In Thomas De Quincey's Confessions of an English Opium-Eater, dreams and opium are considered simultaneously because he records the largest effect of his opium-eating to have been on his dreams. He first became aware of the effects by a re-awakening of a faculty generally found in childhood: I know not whether my reader is aware that many children, perhaps most, have a power of painting, as it were, upon the darkness, all sorts of phantoms; in some, that power is simply a mechanic affection of the eye; others have a voluntary, or a semi-voluntary power to dismiss or summon them…In the middle of 1817, I think it was, that this faculty became positively distressing to me: at night, when I lay awake in bed, vast processions passes along in mournful pomp; friezes of never-ending stories… (De Quincey 1996:67).

This seems to concern his daydreams, or at least dreams or visions that he had when he was not asleep. At the same time he notes that a sympathy arose between the waking and sleeping states of his brain and that what he called up and painted on the darkness, was then transferred into his sleeping dreams: he attributes all of these circumstances to his increasing use of opium. De Quincey also records two other important changes attributed to opium: For this and all other changes in my dreams, were accompanied by deep-seated anxiety and gloomy melancholy…I seemed every night to descend, not metaphorically, but literally to descend, into chasms and sunless abysses, depths below depths, from which it seemed hopeless that I could ever re-ascend. Nor did I, by waking, feel that I had re-ascended (De Quincey 1996:68).

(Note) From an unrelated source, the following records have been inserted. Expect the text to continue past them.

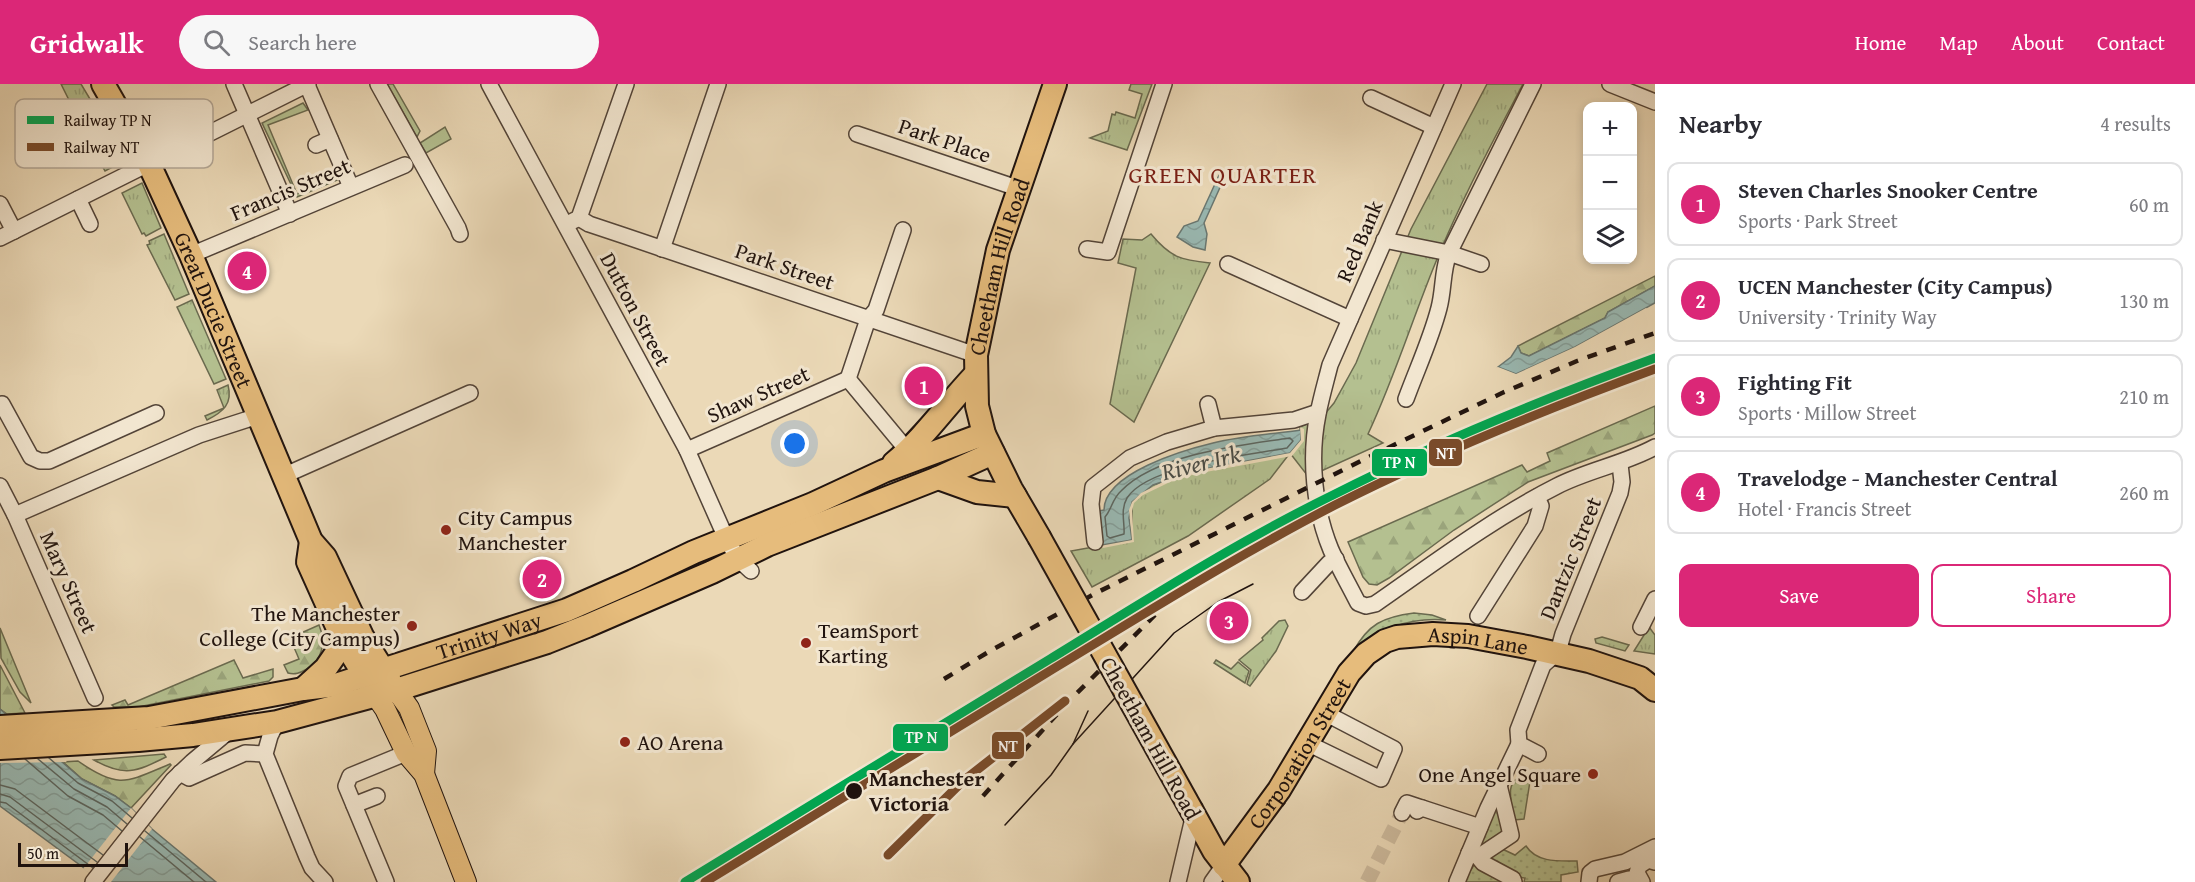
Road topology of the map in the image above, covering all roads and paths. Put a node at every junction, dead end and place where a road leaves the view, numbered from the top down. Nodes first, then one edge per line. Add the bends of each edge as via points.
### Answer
1 (103, 84) edge
2 (234, 84) edge
3 (307, 84) edge
4 (378, 84) edge
5 (489, 84) edge
6 (626, 84) edge
7 (717, 84) edge
8 (1054, 84) edge
9 (1164, 84) edge
10 (1453, 84) edge
11 (1533, 84) edge
12 (1610, 84) edge
13 (1371, 98) dead end
14 (112, 99) edge
15 (1655, 102) edge
16 (248, 115) junction
17 (1434, 127) junction
18 (213, 132) edge
19 (856, 134) dead end
20 (405, 165) dead end
21 (141, 168) edge
22 (151, 168) edge
23 (351, 187) junction
24 (1020, 189) junction
25 (78, 199) junction
26 (0, 204) edge
27 (290, 214) junction
28 (572, 221) junction
29 (90, 224) dead end
30 (903, 230) dead end
31 (7, 234) edge
32 (460, 234) dead end
33 (1384, 240) junction
34 (662, 249) junction
35 (1087, 249) dead end
36 (1449, 253) junction
37 (191, 255) junction
38 (1228, 264) dead end
39 (1481, 264) dead end
40 (868, 319) junction
41 (1350, 319) junction
42 (976, 364) junction
43 (848, 379) junction
44 (470, 393) dead end
45 (1406, 399) dead end
46 (2, 404) dead end
47 (1208, 404) dead end
48 (156, 413) dead end
49 (258, 416) junction
50 (1317, 416) junction
51 (6, 426) edge
52 (1214, 428) junction
53 (989, 443) junction
54 (1655, 447) edge
55 (687, 450) junction
56 (910, 450) junction
57 (1614, 466) junction
58 (884, 471) junction
59 (283, 476) junction
60 (938, 478) junction
61 (0, 486) edge
62 (1016, 496) junction
63 (1537, 497) junction
64 (12, 521) junction
65 (726, 538) junction
66 (311, 541) junction
67 (1095, 543) dead end
68 (1336, 559) junction
69 (744, 565) junction
70 (633, 581) junction
71 (1302, 592) dead end
72 (1655, 599) edge
73 (1478, 616) dead end
74 (1641, 627) dead end
75 (1397, 637) joint
76 (344, 642) junction
77 (1558, 652) junction
78 (374, 672) junction
79 (1647, 684) edge
80 (303, 689) junction
81 (386, 693) junction
82 (95, 698) dead end
83 (1325, 713) junction
84 (277, 722) junction
85 (0, 727) edge
86 (232, 729) junction
87 (101, 732) junction
88 (1307, 743) junction
89 (1520, 744) junction
90 (0, 747) edge
91 (406, 753) junction
92 (265, 754) junction
93 (1538, 754) dead end
94 (180, 773) junction
95 (424, 774) junction
96 (1499, 785) junction
97 (377, 795) dead end
98 (354, 805) junction
99 (1414, 811) dead end
100 (1193, 812) junction
101 (1480, 827) junction
102 (1655, 847) edge
103 (1474, 855) junction
104 (1625, 862) junction
105 (1655, 862) edge
106 (1225, 876) edge
107 (94, 881) edge
108 (1630, 881) edge
109 (325, 882) edge
110 (386, 882) edge
111 (466, 882) edge
112 (1178, 882) edge
113 (1457, 882) edge
114 (1514, 882) edge
115 (1589, 882) edge

1 - 14 highway, Great Ducie Street
2 - 16 street
3 - 16 street
3 - 23 street via 323,142
4 - 32 street
5 - 28 street, Dutton Street
6 - 28 street
7 - 34 street
8 - 24 highway, Cheetham Hill Road
9 - 35 street via 1108,252
10 - 17 street, Red Bank
11 - 36 street
12 - 15 street
13 - 17 street
16 - 18 street
16 - 27 street
17 - 33 street, Red Bank
19 - 24 street, Park Place
20 - 23 street, Francis Street
21 - 25 street
22 - 37 highway, Great Ducie Street
23 - 27 street, Francis Street
24 - 42 highway, Cheetham Hill Road via 998,250
25 - 29 street
25 - 31 street
26 - 31 street
27 - 37 street, Francis Street
28 - 34 street, Park Street
28 - 55 street, Dutton Street
30 - 40 street via 876,310
33 - 36 street
33 - 41 street, Red Bank
34 - 40 street, Park Street
36 - 39 street
36 - 45 street via 1439,309
37 - 49 highway, Great Ducie Street
38 - 41 street
40 - 42 street, Park Street
40 - 43 street
41 - 50 street, Red Bank via 1330,365
42 - 53 highway, Cheetham Hill Road via 977,406
42 - 56 highway
43 - 55 street, Shaw Street
43 - 56 street
44 - 59 street
46 - 51 street
47 - 52 street
48 - 51 street via 49,461 31,457
49 - 59 highway, Great Ducie Street
49 - 64 street via 199,435
50 - 52 street
50 - 68 street, Red Bank via 1315,478 1321,518
52 - 67 street via 1130,458 1094,487 1091,504
53 - 58 highway, Trinity Way
53 - 60 highway
53 - 62 highway, Cheetham Hill Road
54 - 57 street
55 - 65 street, Dutton Street
56 - 58 highway
57 - 63 street via 1568,481
57 - 77 street, Dantzic Street via 1622,482 1620,493
58 - 65 highway, Trinity Way
59 - 66 highway, Great Ducie Street
60 - 62 highway via 977,492
60 - 69 highway, Trinity Way via 767,545
61 - 64 street, Mary Street
62 - 100 highway, Cheetham Hill Road, bridge
63 - 68 street via 1493,522 1375,604 1358,603
63 - 73 street via 1541,506 1535,526
64 - 82 street, Mary Street via 78,675
65 - 69 street, Dutton Street
65 - 70 highway, Trinity Way
66 - 76 highway, Great Ducie Street via 308,562
66 - 78 highway, Great Ducie Street via 326,557
68 - 71 street
69 - 70 highway via 724,556 660,579
69 - 81 highway, Trinity Way via 675,588 547,642
70 - 78 highway, Trinity Way via 567,610
72 - 74 street
75 - 77 highway, Aspin Lane via 1468,636
75 - 83 highway, Corporation Street via 1360,660
76 - 78 highway, Great Ducie Street
76 - 80 highway via 326,668
77 - 79 highway, Aspin Lane
77 - 89 street, Dantzic Street via 1543,665 1518,730
78 - 80 highway, Trinity Way via 336,685
78 - 81 highway, Great Ducie Street
80 - 87 highway, Trinity Way via 149,718
81 - 84 highway, Trinity Way
81 - 91 main road, Great Ducie Street via 384,709
81 - 95 main road, Great Ducie Street via 409,708 426,751
83 - 88 highway, Corporation Street
83 - 88 street via 1394,749 1381,779
84 - 86 highway, Trinity Way
84 - 92 street
85 - 87 highway, Trinity Way
86 - 87 highway, Trinity Way via 174,736
86 - 94 street
87 - 90 highway, Trinity Way
88 - 106 highway, Corporation Street
89 - 93 street
89 - 96 street, Dantzic Street
91 - 95 main road, Great Ducie Street
91 - 98 street via 350,776 346,786
92 - 94 street via 245,753 189,778
92 - 109 street via 312,868
94 - 107 street
95 - 111 main road, Great Ducie Street
96 - 101 street, Dantzic Street
96 - 103 street via 1511,835
97 - 98 street
98 - 110 street
99 - 101 street
100 - 106 highway, Cheetham Hill Road
100 - 112 street
101 - 103 street, Dantzic Street
102 - 104 street
103 - 113 street, Dantzic Street
103 - 114 street
104 - 108 street
104 - 115 street via 1595,869
105 - 108 street via 1648,860 1638,866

This is the first and the second is that his sense of space and time were both powerfully affected, ‘Buildings and landscapes, &c. were exhibited in proportions so vast as the bodily eye is not fitted to receive…This, however, did not disturb me so much as the vast expansion of time' (De Quincey 1996:68). It is not clear whether these effects took place in dream or waking or both; for De Quincey dream meant many things including imagination itself, but I would venture to suggest that both his waking visions and his dream were distorted in such a way.

Although De Quincey does not deal with the importance of dreams directly, his emphasis on the...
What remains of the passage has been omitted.